Romani Beau [Interview]
Romani Beau’s upcoming EP Molly and the Boys has been a long time coming, but it will be worth the wait for fans of lilting, breezy folk. Although Romani is currently living an underground existence, to say that he has the potential to break out of obscurity is a real understatement. This guy is the Surrey folk scene’s best-kept secret – but only for now. With great songs, a hugely talented team backing him up, warmth and charisma seeping from every pore, and a hilariously self-deprecating sense of humour, Romani shows all the signs of a star in the making.
TMMP caught up with the man himself to chat about the past, present, and future, memories and happiness and more…
What are your earliest musical memories?
I’m not sure what my earliest one is, but I remember singing songs in the school playground. At lunch time people would come up to me and ask me to sing songs and I did. I was like their little puppet. After a couple of weeks my brothers told my Mum, and she politely asked me to stop as I was embarrassing them.
I also remember writing a song titled I Want to Go to Disneyland; you can ask my brother to sing it and he will, as he knows I find it humiliating.
I also vaguely remember trying to imitate a Britney Spears high kick. I fell flat on my face and winded myself.
When did you decide you wanted to be a musician?
I don’t think there was a set moment; I’ve always written songs for as long as I can remember. I definitely took it more seriously after listening to The Grass Is Blue by Dolly Parton, as something clicked in me at that point, making me realise that one person can write well-crafted songs. I studied music performance after getting a BTEC in performing arts, after which I went to ACM.
My aunt (who we call Apple Boobs) told me once how she always remembered me singing for her in the back garden. Being from a big family you had to learn different ways to grab attention, and I felt that music was one of mine.
Describe each of the tracks on Molly and the Boys in one sentence each.
Molly and the Boys – A fun song about a woman who runs a gay bar in London; this will have you toes tapping.
Joanne – A stripped, bittersweet song about a man longing for his high school sweetheart.
Gypsy – My first single from the EP. A slightly European folk-arranged song about a performing gypsy.
Old Man’s Lament – My favourite song on the EP, this song is about an old man lamenting the loss of his wife.
In the Lap of the Mountain – This song completely transports you to the bay of a mountain, where you are waiting for your lover to return.
Your EP is very detailed. Who else was involved in making it?
So many people helped out on the EP. The credits for it are quite huge, which reminds me I need to update the website. Alex Paton brought his own unique arrangements to the project. He really brought the songs to life; he’s very good at creating a certain mood for a song.
Marie Gloesener and David Burt are the guitarists I use a lot of the time when performing. They tend to gang up on me when together so they had to record their guitar parts in separate rooms. Dave done a wonderful job on the baritone for Old Man’s Lament, whilst Marie’s guitar will have you in tears on In the Lap of the Mountain.

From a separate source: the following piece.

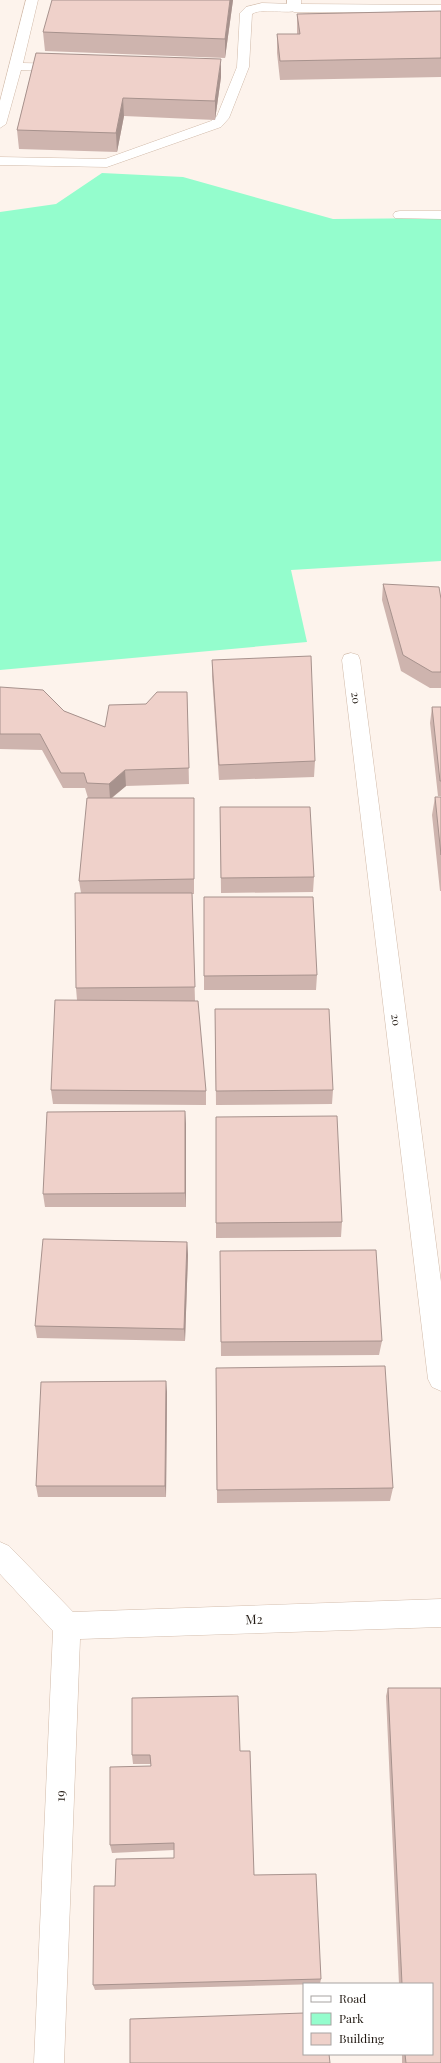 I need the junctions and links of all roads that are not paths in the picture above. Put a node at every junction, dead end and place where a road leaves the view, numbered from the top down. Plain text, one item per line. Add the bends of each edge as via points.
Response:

Edd Holloway mastered the tracks; Jessamine Cera did the photography; Tiki Horea played drums; and Jane Carwadine played violin. We were introduced to two London musicians by Andrew Turner: Ben Trigg (cello) and Tom Mason (double bass). All of them were absolute darlings to work with.
Music can be a tough road to travel. What keeps you motivated?
I am definitely motivated whenever I get a chance to wear my stage wigs. I quite often look like a ragdoll with them on. I remain motivated as I hope that one day I’ll be able to live off my songs – I don’t know if it will happen, but there’s always hope. I’ve always said that I’d like to look back on my life and say that I’ve at least tried. Also, I enjoy the feeling of having created a finished song, I feel like I have to annoy everyone and play it to all.
What makes you happy?
Little things have always made me happy. Cups of coffee; a good book; definitely everything to do with Harry Potter; dry humour; a finished song; my parents, brothers, sisters, nephews and nieces; friends; and lastly a walk along Southbank at night.
What are your passions outside of music?
The theatre. I absolutely love it – musicals, straight plays, comedies, I’m there! As I previously mentioned, I studied performing arts in college, and everything theatrical makes me happy. You can often tell when someone is a performer as they have this certain quality to their personality that I can’t explain. When you’re not competing against each other you click like magnets.
What do you have planned for 2015 beyond your EP launch?
We have the EP launch on March 7th at Bar des Arts in Guildford. It’s free entry, so everyone should come! March is quite a busy month; we also have a gig at the Keystone (March 11th), a busking event held by The Guide2Guildford (March 14th), and a gig at the Bedford in London (March 24th) – all free and all fun.
I plan to release and film the other two music videos from the EP. I’m currently trying to work out the concepts for them. I also want to go to Nashville at some point this year; I’m a true country music fanatic and it makes no sense to me that I’ve never been. I think I’m also finally coming to the end of deciding which tracks to place on the second EP; so much fun!